Apprendre à l'IA à douter : améliorer la fiabilité de l'IA médicale

Aurel Tchokponhoue © 2026 EPFL
Dans le domaine de l'intelligence artificielle appliquée à la médecine, le risque le plus grave ne réside souvent pas dans les prédictions erronées, mais dans celles qui sont trop sûres d'elles. Aurel Davy Tchokponhoue travaille sur une question fondamentale : comment les systèmes d'IA peuvent-ils mieux reconnaître et communiquer l'incertitude dans des contextes à enjeux élevés, tels que le diagnostic du cancer du sein ?
Ses recherches portent sur la classification des sous-types de cancer du sein à l’aide de données d’expression génique. Si les modèles actuels permettent d’atteindre un haut niveau de précision, ils émettent toujours une prédiction — même lorsque les données sont inconnues ou peu fiables, ce qui peut conduire à des erreurs dues à un excès de confiance dans des contextes cliniques réels.
Le problème n’est pas que l’IA se trompe sur tout. C’est qu’elle peut se montrer très sûre d’elle alors qu’elle ne devrait pas l’être.
Plutôt que de se concentrer uniquement sur la précision, ces travaux étudient la quantification de l’incertitude, en comparant différentes approches (déterministe, bayésienne, d’ensemble) afin d’évaluer dans quelle mesure les modèles peuvent signaler de manière fiable leurs incertitudes. L’objectif est d’aider les cliniciens en indiquant quand une prédiction est fiable ou doit être réexaminée.

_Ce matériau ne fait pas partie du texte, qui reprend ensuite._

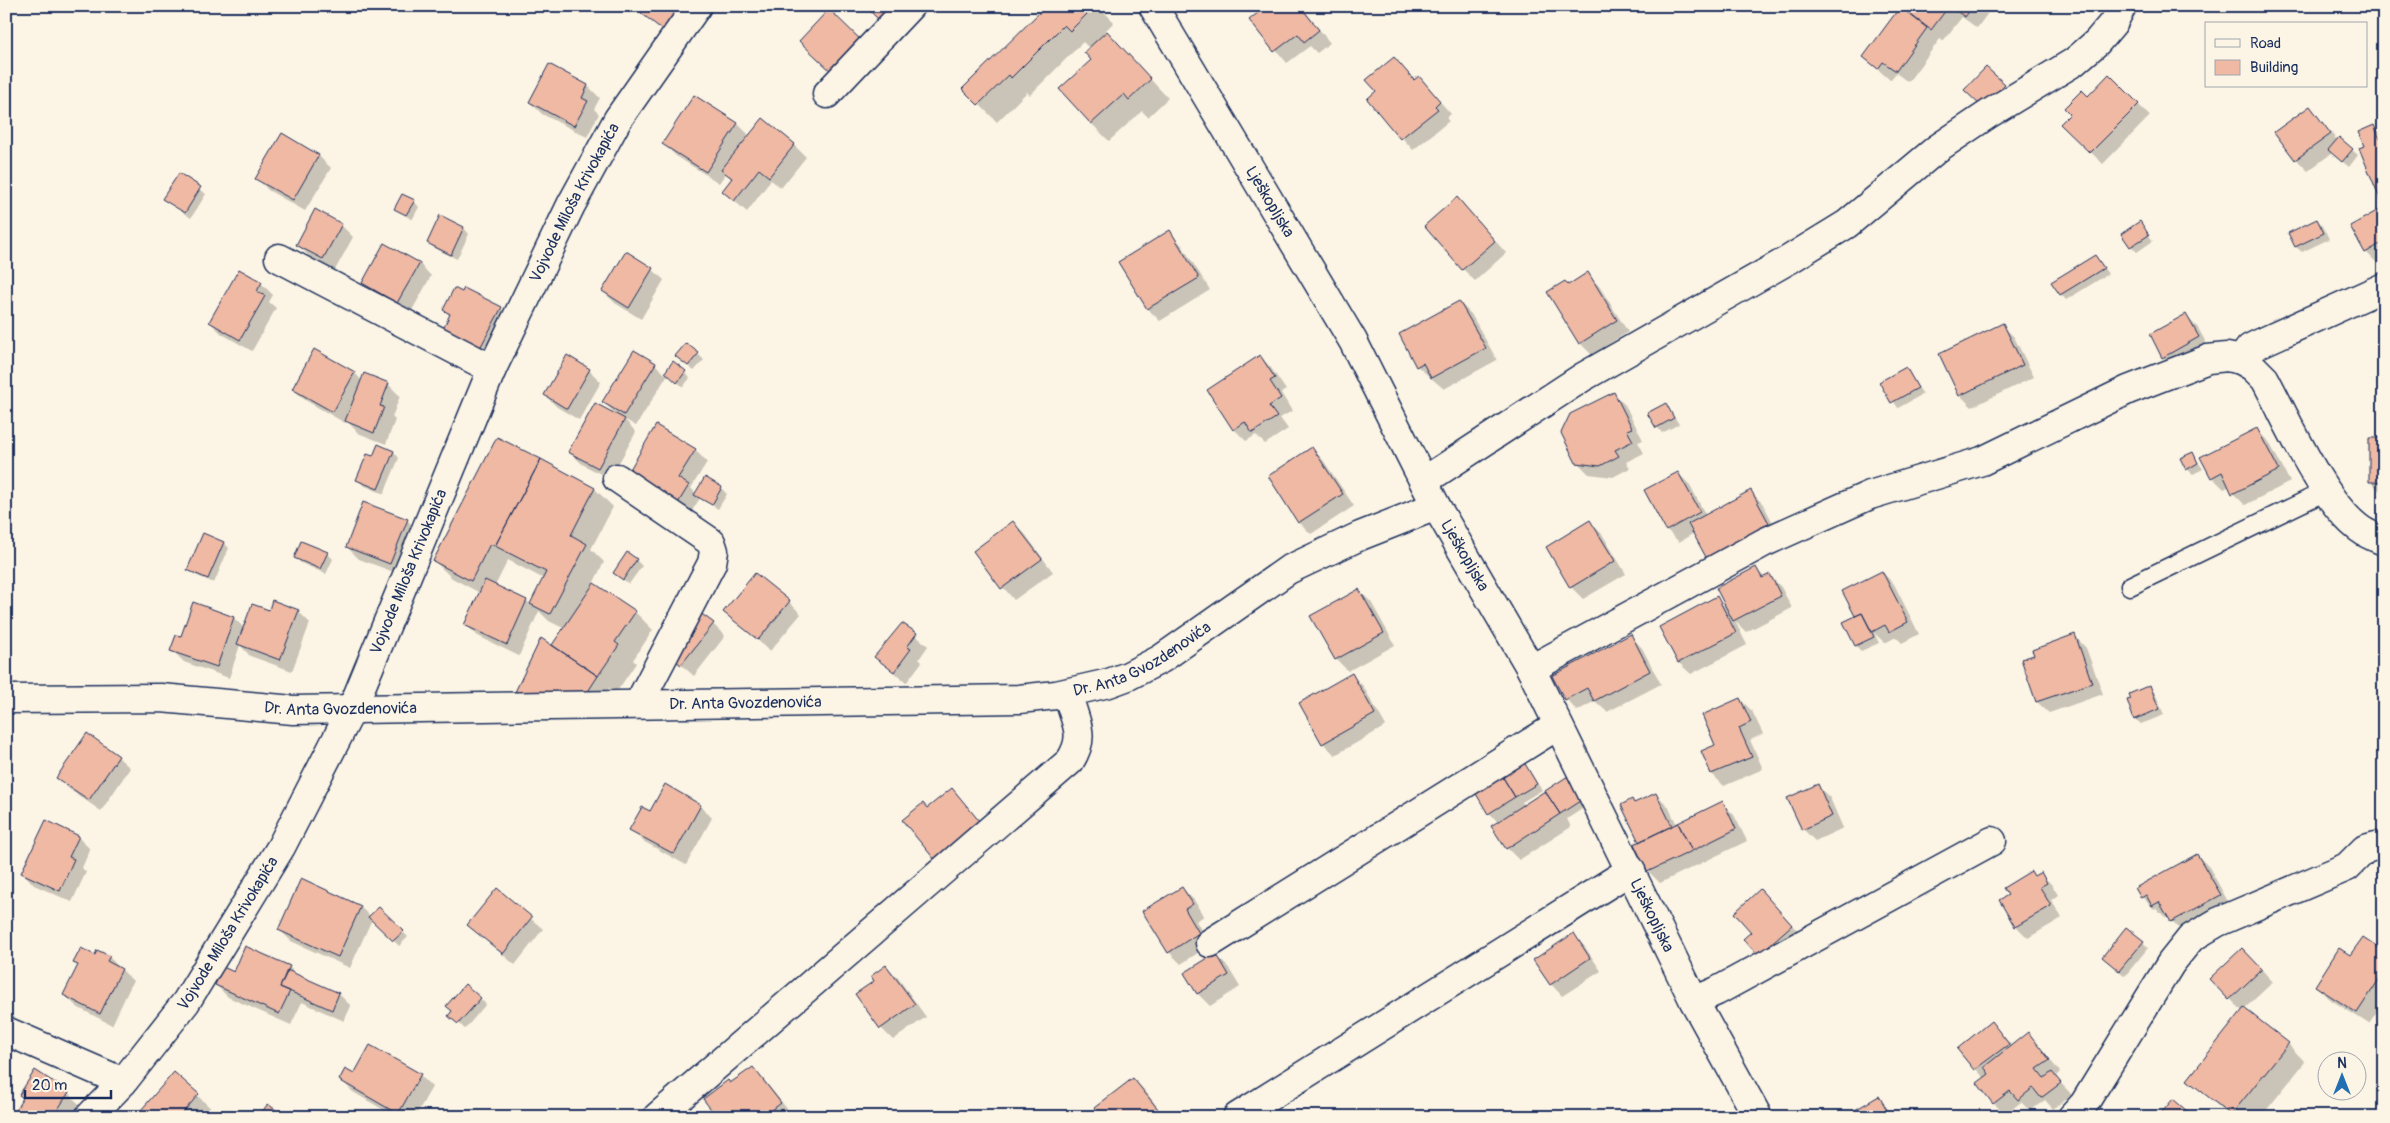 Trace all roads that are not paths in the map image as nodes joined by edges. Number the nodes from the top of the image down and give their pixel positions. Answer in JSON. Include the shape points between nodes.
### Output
{"nodes":[{"id":1,"x":697,"y":6,"type":"edge"},
{"id":2,"x":910,"y":6,"type":"edge"},
{"id":3,"x":1153,"y":6,"type":"edge"},
{"id":4,"x":2122,"y":6,"type":"edge"},
{"id":5,"x":827,"y":94,"type":"dead end"},
{"id":6,"x":278,"y":258,"type":"dead end"},
{"id":7,"x":2384,"y":287,"type":"edge"},
{"id":8,"x":2241,"y":360,"type":"junction"},
{"id":9,"x":492,"y":369,"type":"junction"},
{"id":10,"x":616,"y":478,"type":"dead end"},
{"id":11,"x":1424,"y":481,"type":"junction"},
{"id":12,"x":2326,"y":491,"type":"junction"},
{"id":13,"x":1436,"y":506,"type":"junction"},
{"id":14,"x":2384,"y":541,"type":"edge"},
{"id":15,"x":2130,"y":586,"type":"dead end"},
{"id":16,"x":1531,"y":669,"type":"junction"},
{"id":17,"x":1068,"y":693,"type":"junction"},
{"id":18,"x":6,"y":699,"type":"edge"},
{"id":19,"x":639,"y":703,"type":"junction"},
{"id":20,"x":352,"y":709,"type":"junction"},
{"id":21,"x":1557,"y":726,"type":"junction"},
{"id":22,"x":1992,"y":841,"type":"dead end"},
{"id":23,"x":2384,"y":848,"type":"edge"},
{"id":24,"x":1631,"y":870,"type":"junction"},
{"id":25,"x":1210,"y":943,"type":"dead end"},
{"id":26,"x":1694,"y":1001,"type":"junction"},
{"id":27,"x":6,"y":1031,"type":"edge"},
{"id":28,"x":122,"y":1082,"type":"junction"},
{"id":29,"x":90,"y":1117,"type":"edge"},
{"id":30,"x":657,"y":1117,"type":"edge"},
{"id":31,"x":1237,"y":1117,"type":"edge"},
{"id":32,"x":1758,"y":1117,"type":"edge"},
{"id":33,"x":2072,"y":1117,"type":"edge"}],
"edges":[{"from":1,"to":9,"type":"street","name":"Vojvode Miloša Krivokapića","via":[[618,119],[571,205]]},
{"from":2,"to":5,"type":"street"},
{"from":3,"to":11,"type":"street","name":"Lješkopljska","via":[[1353,341]]},
{"from":4,"to":11,"type":"street","via":[[2097,42],[2074,62],[1938,148],[1847,224],[1790,260],[1583,377]]},
{"from":6,"to":9,"type":"street"},
{"from":7,"to":8,"type":"street","via":[[2256,344]]},
{"from":8,"to":12,"type":"street","via":[[2265,379]]},
{"from":8,"to":16,"type":"street","via":[[2226,357],[2193,364],[2128,390],[1982,461],[1870,496],[1765,542]]},
{"from":9,"to":20,"type":"street","name":"Vojvode Miloša Krivokapića"},
{"from":10,"to":19,"type":"street","via":[[711,542],[714,551],[712,563]]},
{"from":11,"to":13,"type":"street","name":"Lješkopljska"},
{"from":12,"to":14,"type":"street","via":[[2344,515],[2363,531]]},
{"from":12,"to":15,"type":"lane"},
{"from":13,"to":16,"type":"street","name":"Lješkopljska"},
{"from":13,"to":17,"type":"street","name":"Dr. Anta Gvozdenovića","via":[[1360,536],[1288,570],[1146,667],[1109,682]]},
{"from":16,"to":21,"type":"street","name":"Lješkopljska"},
{"from":17,"to":19,"type":"street","name":"Dr. Anta Gvozdenovića","via":[[1019,699]]},
{"from":17,"to":30,"type":"street","via":[[1080,738],[1070,761]]},
{"from":18,"to":20,"type":"street","name":"Dr. Anta Gvozdenovića","via":[[161,698],[293,710]]},
{"from":19,"to":20,"type":"street","name":"Dr. Anta Gvozdenovića"},
{"from":20,"to":28,"type":"street","name":"Vojvode Miloša Krivokapića","via":[[281,847],[211,962],[186,1002]]},
{"from":21,"to":24,"type":"street","name":"Lješkopljska"},
{"from":21,"to":25,"type":"street"},
{"from":22,"to":26,"type":"street"},
{"from":23,"to":33,"type":"street","via":[[2366,849],[2347,867],[2218,922],[2191,938],[2171,963],[2084,1104]]},
{"from":24,"to":26,"type":"street","name":"Lješkopljska"},
{"from":24,"to":31,"type":"street"},
{"from":26,"to":32,"type":"street","name":"Lješkopljska"},
{"from":27,"to":28,"type":"street"},
{"from":28,"to":29,"type":"street","name":"Vojvode Miloša Krivokapića"}]}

Pour tester la robustesse, le chercheur a également développé des méthodes de données synthétiques (GMGS1 et GMGS2) qui simulent des scénarios cliniques réalistes mais inédits, permettant ainsi d’évaluer les modèles dans des conditions changeantes.
Dans l’ensemble, ces recherches ouvrent la voie à des systèmes d’IA qui non seulement prédisent, mais savent aussi quand s’abstenir — rendant ainsi l’aide à la décision médicale plus prudente et plus fiable.